Charles Prince's resignation from Citibank on Sunday the second high-profile Wall Street CEO ousted in less than a week came as the largest U.S. bank said it will write off as much as $11 billion in losses tied to subprime mortgages.
U.S. stocks followed European shares lower, while safe-haven bonds rallied and even the downtrodden dollar ticked up as skittish investors wondered which bank might be the next to disclose substantial losses.
Prince's departure came just days after Merrill Lynch & Co CEO Stan O'Neal was kicked out following an $8.4 billion write-down.
This situation with the investment banks is analogous to what the market went through when we had all the problems with Enron, said Andrew Busch, global foreign-exchange strategist with BMO Capital Markets in Chicago.
The market had severe doubts over the accuracy of the reporting of earnings and accounting.
Bill Gross, chief investment officer of Pacific Investment Management Co., said mortgage delinquencies and defaults would rise through 2007 and into 2008, and the Federal Reserve would need to cut interest rates further.
There are $1 trillion worth of subprimes and Alt-As and basically garbage loans, he said on CNBC Television, adding that he expects some $250 billion in defaults. We've only begun to see the pain from rising mortgage payments.
Ratings agency Fitch lowered Citigroup's debt ratings on Monday because of exposure to leveraged finance transactions, the subprime market and structured investment vehicles, and Standard & Poor's said it was considering a similar move.
These exposures appear manageable, but taken together exert significant incremental pressure on Citi's finances, Fitch said.
NO LOVE FROM THE FED?
Britain and France rushed to offer reassurance that their economies and banking systems would ride out global credit turmoil. But a U.S. Federal Reserve official gave no indication that more interest rate cuts were upcoming.
Fed Governor Frederic Mishkin said policy-makers acted aggressively with rate cuts in September and October to prevent financial market turbulence from damaging the U.S. economy, but would be equally quick to take them back if necessary to cool inflation.
Recent economic data has shown the U.S. economy holding up remarkably well in the face of a housing recession. On Monday, the Institute for Supply Management reported that its services sector index rose to 55.8 in October from 54.8 a month earlier, better than analysts had expected.

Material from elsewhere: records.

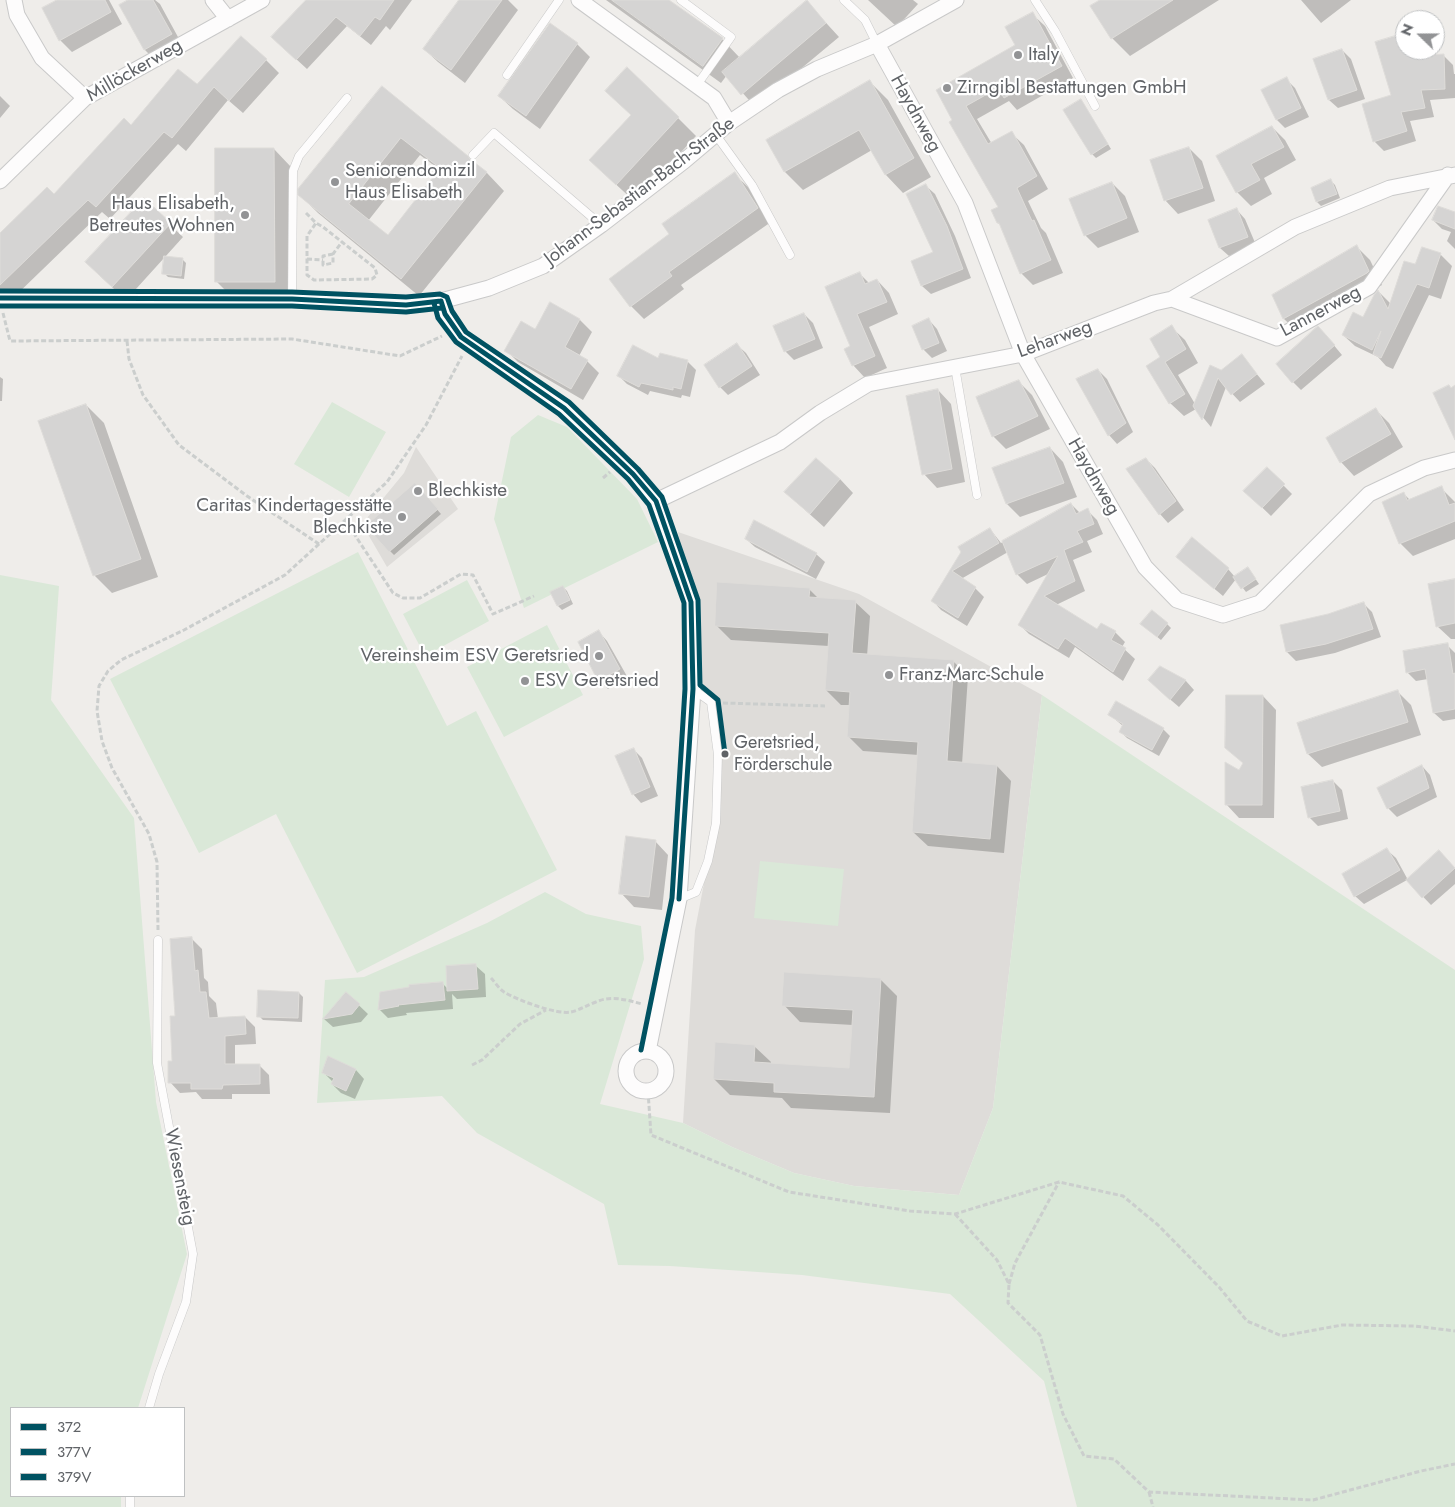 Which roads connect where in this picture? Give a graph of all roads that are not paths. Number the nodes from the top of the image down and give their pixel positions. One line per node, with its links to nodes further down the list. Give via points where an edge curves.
1 (14, 0): 15 (street, via 17,15 42,58)
2 (213, 0): 11 (street)
3 (262, 0): 11 (street, Millöckerweg)
4 (559, 0): 13 (lane)
5 (579, 0): 14 (street)
6 (681, 0): 14 (lane, via 731,37)
7 (844, 0): 12 (lane, via 865,20)
8 (956, 0): 10 (street, Johann-Sebastian-Bach-Straße)
9 (1035, 0): 17 (lane, via 1056,30)
10 (935, 5): 12 (street, Johann-Sebastian-Bach-Straße)
11 (228, 19): 15 (street, Millöckerweg)
12 (876, 44): 18 (street, Johann-Sebastian-Bach-Straße, via 801,77); 29 (street, Haydnweg, via 965,203)
13 (507, 75)
14 (696, 85): 18 (street, via 714,98)
15 (84, 98): 22 (street, Millöckerweg)
16 (347, 98): 26 (lane, via 299,156 293,171)
17 (1095, 106)
18 (729, 123): 19 (street, Johann-Sebastian-Bach-Straße)
19 (716, 134): 23 (street, Johann-Sebastian-Bach-Straße); 24 (lane, via 752,185)
20 (473, 155): 23 (lane, via 494,133)
21 (1452, 175): 25 (street, Leharweg, via 1390,188 1295,227); 25 (street, Lannerweg, via 1369,287 1277,338)
22 (0, 181)
23 (601, 225): 27 (street, Johann-Sebastian-Bach-Straße, via 543,266 489,288)
24 (790, 255)
25 (1172, 299): 29 (street, Leharweg)
26 (292, 300): 27 (street, Johann-Sebastian-Bach-Straße, via 406,305); 28 (street, Johann-Sebastian-Bach-Straße)
27 (441, 301): 33 (street, via 445,314 461,337 564,408 633,474)
28 (1, 303)
29 (1023, 354): 30 (street, Leharweg); 31 (street, Haydnweg, via 1145,567 1177,600 1223,615 1260,603 1369,494 1424,468)
30 (954, 367): 32 (lane); 33 (street, Leharweg, via 868,384 780,442)
31 (1455, 460)
32 (977, 495)
33 (656, 502): 34 (street, via 691,602)
34 (693, 690): 35 (street); 35 (lane, via 711,702 718,755 716,823 708,861 696,892)
35 (679, 899): 37 (street)
36 (158, 940): 38 (lane, Wiesensteig, via 157,1063 193,1254 186,1302)
37 (648, 1051): 37 (street, via 662,1060 666,1070 662,1083 654,1089 641,1091 634,1088 626,1076 626,1066 640,1052)
38 (149, 1407) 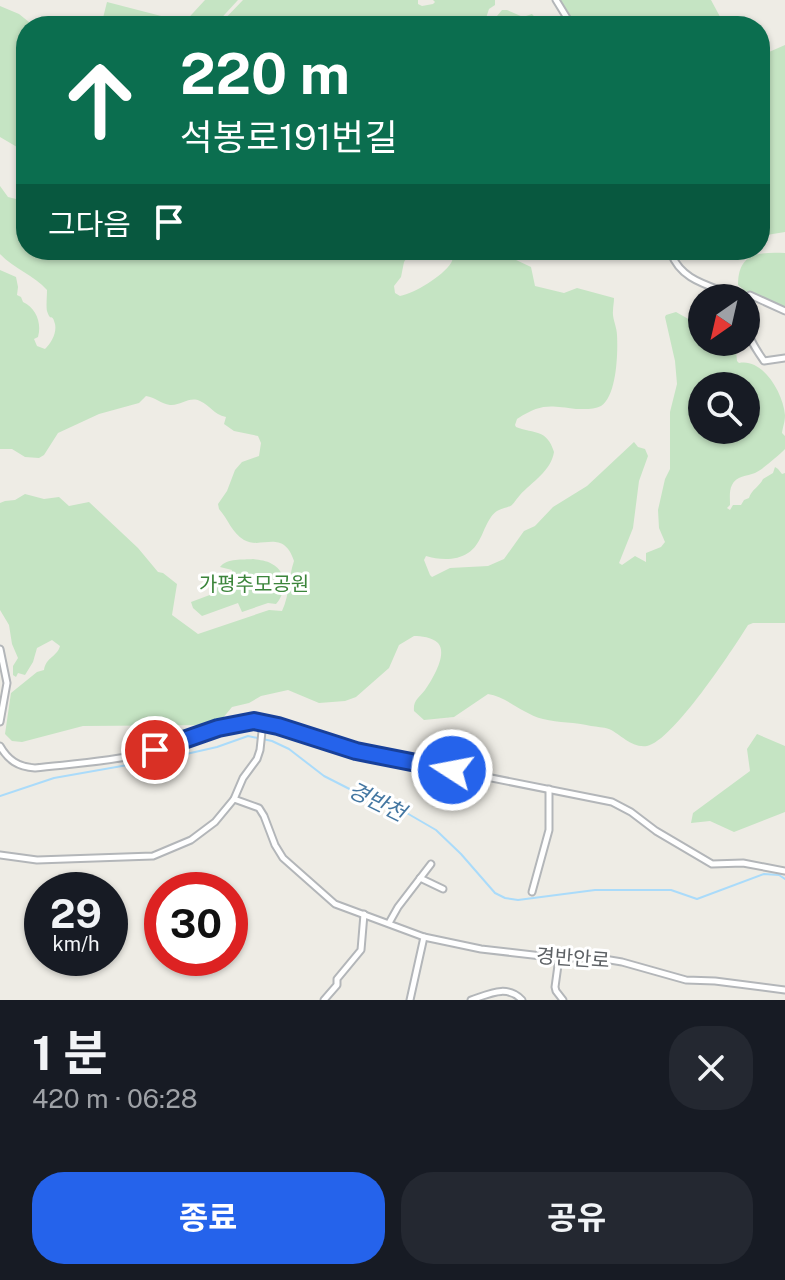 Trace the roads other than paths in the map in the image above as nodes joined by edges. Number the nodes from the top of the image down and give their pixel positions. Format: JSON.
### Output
{"nodes":[{"id":1,"x":674,"y":260,"type":"edge"},
{"id":2,"x":703,"y":284,"type":"edge"},
{"id":3,"x":760,"y":303,"type":"edge"},
{"id":4,"x":785,"y":311,"type":"edge"},
{"id":5,"x":760,"y":355,"type":"edge"},
{"id":6,"x":785,"y":358,"type":"edge"},
{"id":7,"x":0,"y":649,"type":"edge"},
{"id":8,"x":0,"y":722,"type":"edge"},
{"id":9,"x":262,"y":725,"type":"junction"},
{"id":10,"x":0,"y":746,"type":"edge"},
{"id":11,"x":549,"y":789,"type":"junction"},
{"id":12,"x":234,"y":799,"type":"junction"},
{"id":13,"x":0,"y":855,"type":"edge"},
{"id":14,"x":431,"y":864,"type":"dead end"},
{"id":15,"x":785,"y":871,"type":"edge"},
{"id":16,"x":420,"y":878,"type":"junction"},
{"id":17,"x":443,"y":889,"type":"dead end"},
{"id":18,"x":532,"y":892,"type":"dead end"},
{"id":19,"x":364,"y":914,"type":"junction"},
{"id":20,"x":389,"y":923,"type":"junction"},
{"id":21,"x":424,"y":937,"type":"junction"},
{"id":22,"x":559,"y":958,"type":"junction"},
{"id":23,"x":785,"y":990,"type":"edge"},
{"id":24,"x":324,"y":1000,"type":"edge"},
{"id":25,"x":410,"y":1000,"type":"edge"},
{"id":26,"x":471,"y":1000,"type":"edge"},
{"id":27,"x":522,"y":1000,"type":"edge"},
{"id":28,"x":563,"y":1000,"type":"edge"}],
"edges":[{"from":1,"to":2,"type":"street"},
{"from":3,"to":4,"type":"street"},
{"from":5,"to":6,"type":"street"},
{"from":7,"to":8,"type":"street"},
{"from":9,"to":10,"type":"street"},
{"from":9,"to":11,"type":"street"},
{"from":9,"to":12,"type":"street"},
{"from":11,"to":15,"type":"street"},
{"from":11,"to":18,"type":"street"},
{"from":12,"to":13,"type":"street"},
{"from":12,"to":19,"type":"street","name":"경반안로"},
{"from":14,"to":16,"type":"street"},
{"from":16,"to":17,"type":"street"},
{"from":16,"to":20,"type":"street"},
{"from":19,"to":20,"type":"street","name":"경반안로"},
{"from":19,"to":24,"type":"street"},
{"from":20,"to":21,"type":"street","name":"경반안로"},
{"from":21,"to":22,"type":"street","name":"경반안로"},
{"from":21,"to":25,"type":"street"},
{"from":22,"to":23,"type":"street","name":"경반안로"},
{"from":22,"to":28,"type":"street"},
{"from":26,"to":27,"type":"street"}]} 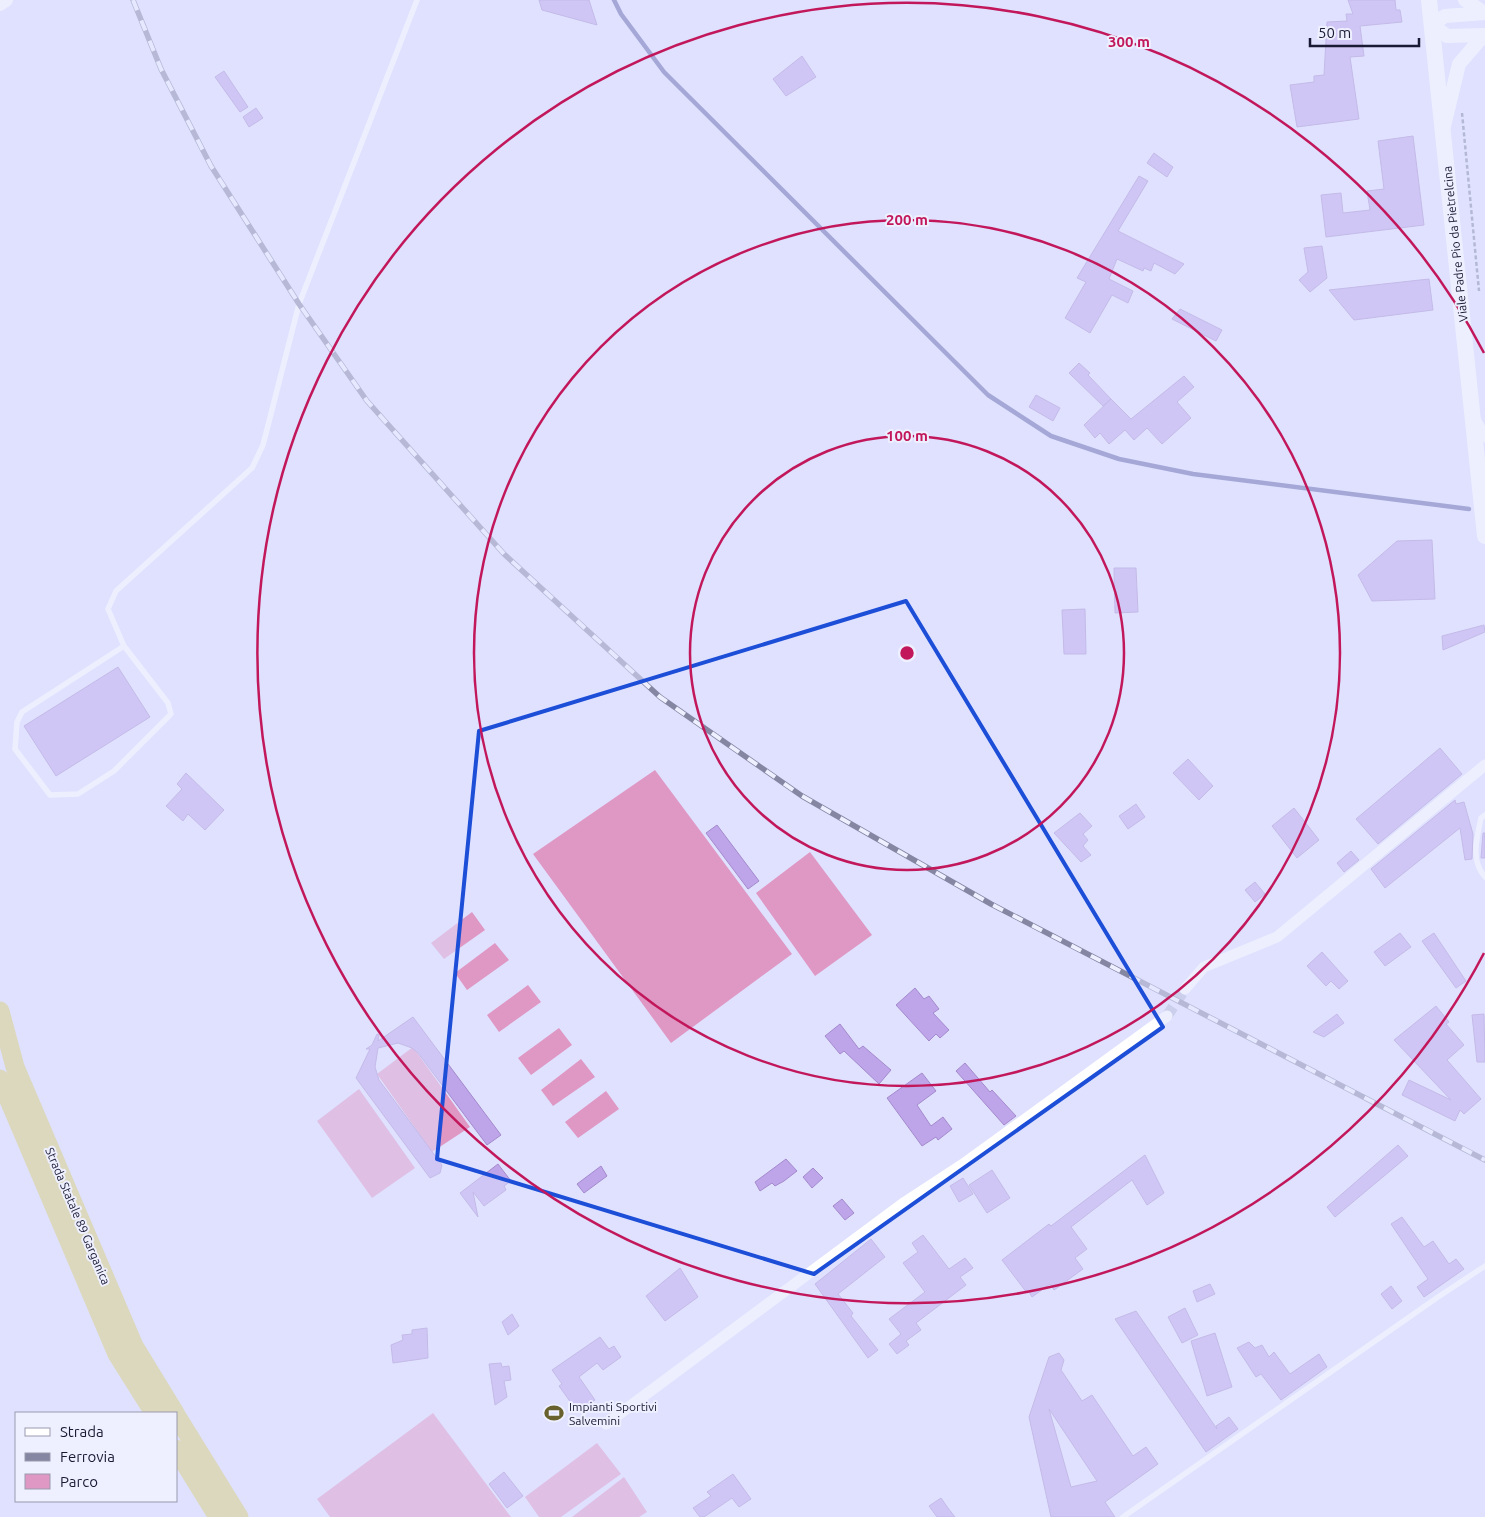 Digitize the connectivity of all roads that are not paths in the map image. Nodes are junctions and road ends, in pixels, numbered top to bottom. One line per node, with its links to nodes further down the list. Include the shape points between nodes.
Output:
1 (6, 0): 5 (street)
2 (417, 0): 14 (lane, via 299,304 263,445 252,468 116,591 108,608)
3 (1429, 0): 7 (main road, Viale Padre Pio da Pietrelcina)
4 (1465, 0): 6 (street)
5 (0, 4)
6 (1484, 12): 7 (street, via 1445,16)
7 (1432, 25): 8 (street, via 1447,36); 9 (main road, Viale Padre Pio da Pietrelcina)
8 (1484, 35): 9 (street, via 1459,64)
9 (1442, 131): 10 (main road, Viale Padre Pio da Pietrelcina)
10 (1473, 414): 11 (street); 12 (main road, Viale Padre Pio da Pietrelcina)
11 (1485, 438)
12 (1483, 488): 13 (main road, Viale Padre Pio da Pietrelcina)
13 (1485, 536)
14 (124, 646): 14 (lane, via 22,712 15,749 50,795 78,794 114,771 171,714 168,703)
15 (1485, 765): 18 (street, via 1277,937 1204,967)
16 (1485, 815): 17 (lane, via 1481,818 1475,848 1478,865)
17 (1485, 877)
18 (1185, 989)
19 (0, 1011): 24 (highway, Strada Statale 89 Garganica, via 15,1067 134,1346)
20 (1167, 1016): 26 (street, via 966,1162 905,1202)
21 (0, 1079): 23 (highway, Strada Statale 89 Garganica, via 117,1354)
22 (1485, 1266): 30 (lane)
23 (153, 1412)
24 (175, 1412)
25 (178, 1417): 29 (highway, Strada Statale 89 Garganica)
26 (606, 1424)
27 (178, 1452): 28 (highway)
28 (218, 1517)
29 (239, 1517)
30 (1123, 1517) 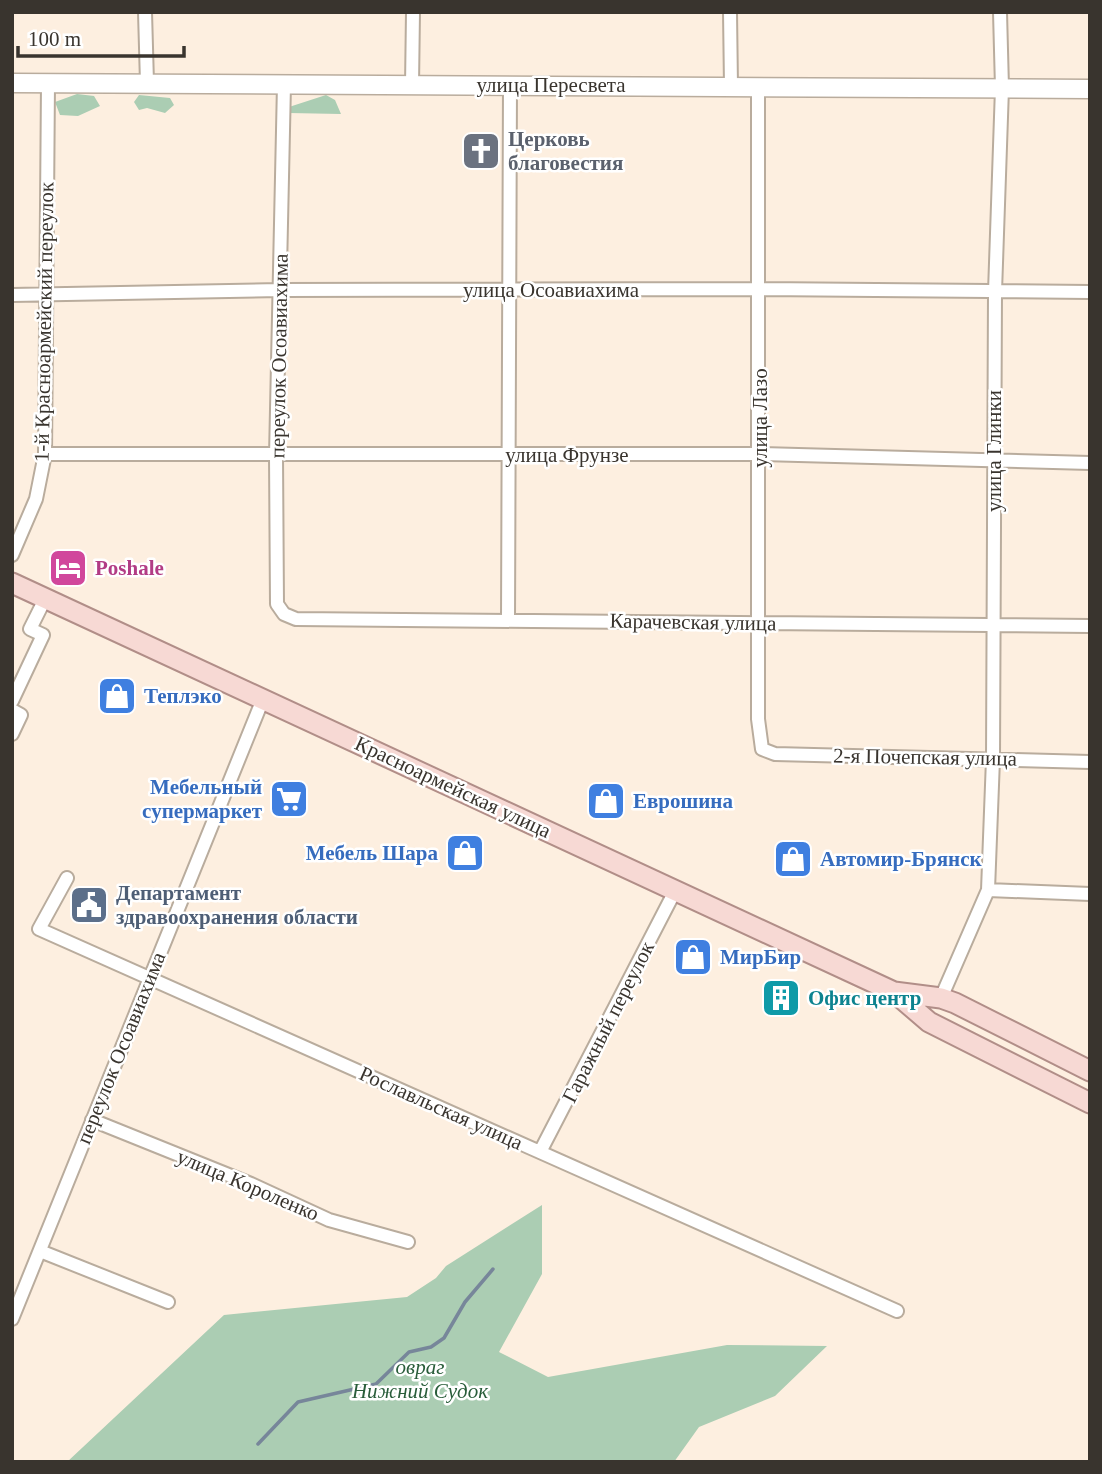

British Chancellor of the Exchequer Alistair Darling said the global banking industry was experiencing great uncertainty, but it was vital to keep Citigroup's problems in perspective.
We are experiencing an unparalleled period of financial uncertainty caused by the problems in the U.S. housing market, Darling told BBC radio. I believe that we can get through that.
French Economy Minister Christine Lagarde said there was no reason to believe the turmoil would damage the French economy.
This crisis does not seem to be having any impact on the American real economy, Lagarde told Europe 1 radio. If the American real economy is protected, there is no reason to believe that there will be an effect on the French real economy. That said, we must remain very attentive and very cautious.
World markets were first gripped by a credit crunch in August when interbank lending dried up as banks realized they did not know which of them was dangerously exposed to mass defaults on shaky U.S. mortgage loans.
After U.S. interest rate cuts and a flood of central bank cash into the money markets to keep them functioning, investors had begun to move back into risk assets in the hope that monetary authorities had capped the crisis. But the Merrill and Citigroup problems renewed fears.